Aim of the exercise: Provide a verbatim copy of all the records below, leaving the images out.

_ _ _ _ _

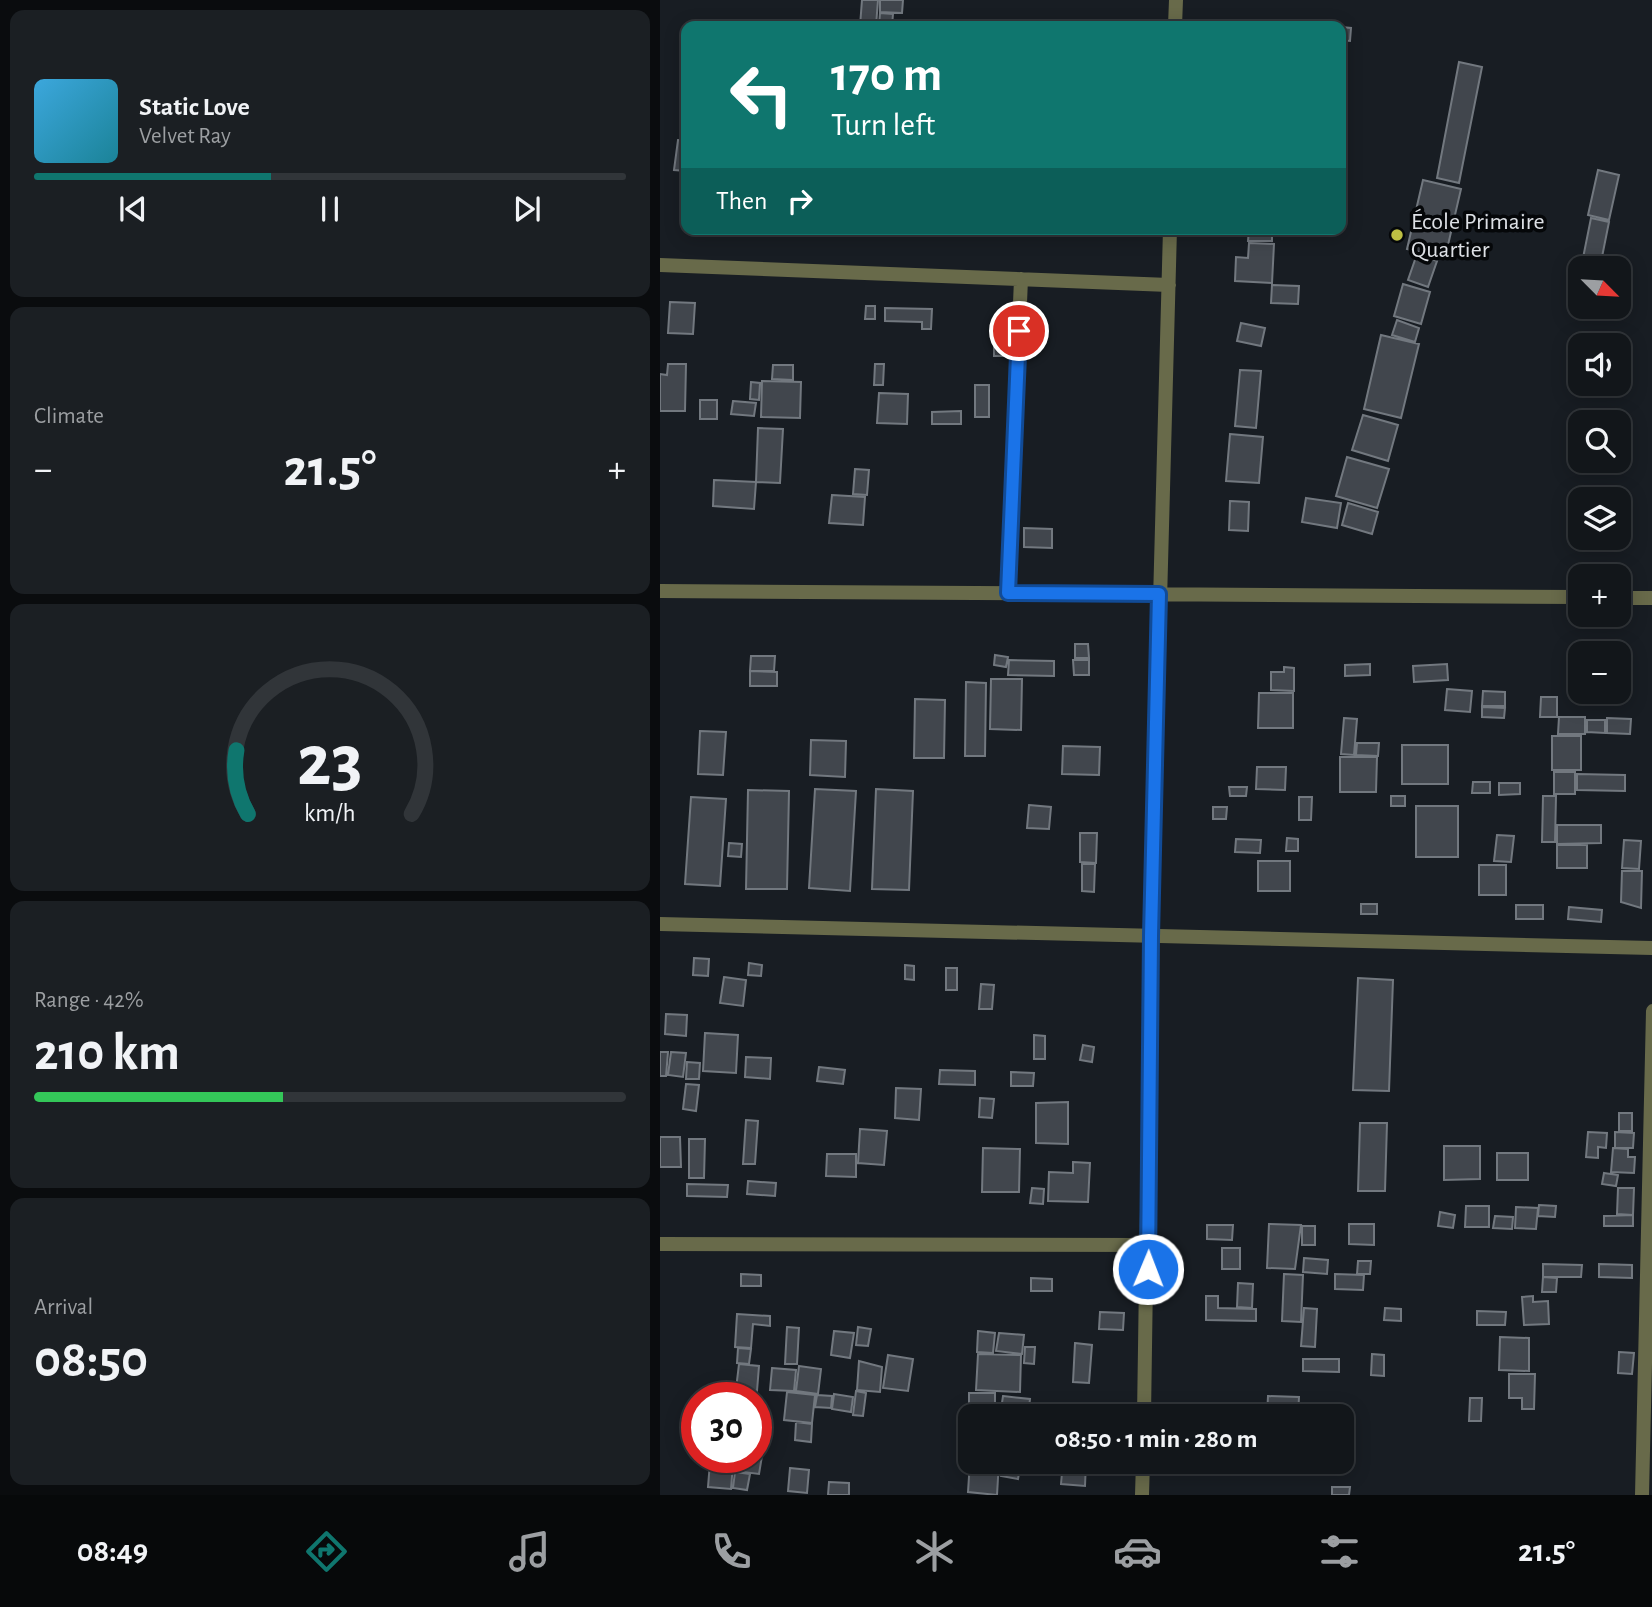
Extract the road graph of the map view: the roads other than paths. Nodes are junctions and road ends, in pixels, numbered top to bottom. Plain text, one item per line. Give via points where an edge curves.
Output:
1 (1176, 0) edge
2 (1175, 21) edge
3 (1170, 235) edge
4 (660, 265) edge
5 (1021, 279) junction
6 (1169, 285) junction
7 (660, 591) edge
8 (1008, 593) junction
9 (1159, 594) junction
10 (1568, 597) edge
11 (1631, 598) edge
12 (1652, 598) edge
13 (660, 924) edge
14 (1151, 936) junction
15 (1652, 948) edge
16 (1652, 1011) edge
17 (660, 1244) edge
18 (1148, 1245) junction
19 (1144, 1404) edge
20 (1143, 1474) edge
21 (1142, 1495) edge
22 (1642, 1495) edge

1 - 2 street
3 - 6 street
4 - 5 street
5 - 6 street
5 - 8 street
6 - 9 street
7 - 8 street
8 - 9 street
9 - 10 street
9 - 14 street
11 - 12 street
13 - 14 street
14 - 15 street
14 - 18 street
16 - 22 street
17 - 18 street
18 - 19 street
20 - 21 street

_ _ _ _ _

Problem solution:
Extract the road graph of the map view: the roads other than paths. Nodes are junctions and road ends, in pixels, numbered top to bottom. Plain text, one item per line. Give via points where an edge curves.
Output:
1 (1176, 0) edge
2 (1175, 21) edge
3 (1170, 235) edge
4 (660, 265) edge
5 (1021, 279) junction
6 (1169, 285) junction
7 (660, 591) edge
8 (1008, 593) junction
9 (1159, 594) junction
10 (1568, 597) edge
11 (1631, 598) edge
12 (1652, 598) edge
13 (660, 924) edge
14 (1151, 936) junction
15 (1652, 948) edge
16 (1652, 1011) edge
17 (660, 1244) edge
18 (1148, 1245) junction
19 (1144, 1404) edge
20 (1143, 1474) edge
21 (1142, 1495) edge
22 (1642, 1495) edge

1 - 2 street
3 - 6 street
4 - 5 street
5 - 6 street
5 - 8 street
6 - 9 street
7 - 8 street
8 - 9 street
9 - 10 street
9 - 14 street
11 - 12 street
13 - 14 street
14 - 15 street
14 - 18 street
16 - 22 street
17 - 18 street
18 - 19 street
20 - 21 street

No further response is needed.